Exercise directions => Only these lines of the data below are wanted: the one with "pinky tip: (143, 96)", the one with "pinky mcp: (306, 308)", and any lines between them, each repeated exactly.

Dataset records =>
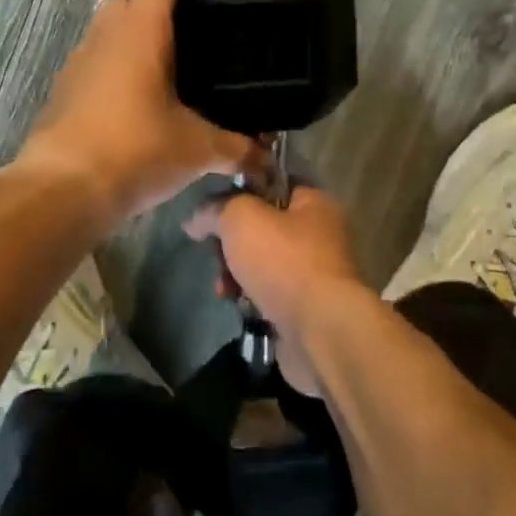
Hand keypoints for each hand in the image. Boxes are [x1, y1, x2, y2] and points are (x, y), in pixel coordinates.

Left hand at [16, 0, 267, 225]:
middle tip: (197, 16)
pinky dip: (121, 60)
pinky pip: (98, 56)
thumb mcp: (197, 150)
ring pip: (110, 22)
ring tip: (174, 58)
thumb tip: (265, 159)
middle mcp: (106, 34)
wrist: (60, 190)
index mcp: (141, 30)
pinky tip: (143, 96)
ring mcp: (80, 60)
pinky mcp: (66, 88)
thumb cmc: (134, 151)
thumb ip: (237, 147)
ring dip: (139, 26)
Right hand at [183, 186, 376, 396]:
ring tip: (224, 288)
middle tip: (215, 255)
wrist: (320, 330)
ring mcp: (314, 274)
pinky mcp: (306, 308)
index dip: (241, 192)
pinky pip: (269, 294)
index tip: (213, 208)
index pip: (273, 184)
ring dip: (236, 274)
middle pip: (263, 227)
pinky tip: (238, 306)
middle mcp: (319, 234)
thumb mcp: (241, 218)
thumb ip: (215, 209)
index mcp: (314, 203)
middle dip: (232, 242)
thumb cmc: (284, 261)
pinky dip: (251, 299)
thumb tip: (195, 220)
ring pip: (262, 263)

Exercise response =>
pinky tip: (143, 96)
ring mcp: (80, 60)
pinky mcp: (66, 88)
thumb cmc: (134, 151)
thumb ip: (237, 147)
ring dip: (139, 26)
Right hand at [183, 186, 376, 396]:
ring tip: (224, 288)
middle tip: (215, 255)
wrist: (320, 330)
ring mcp: (314, 274)
pinky mcp: (306, 308)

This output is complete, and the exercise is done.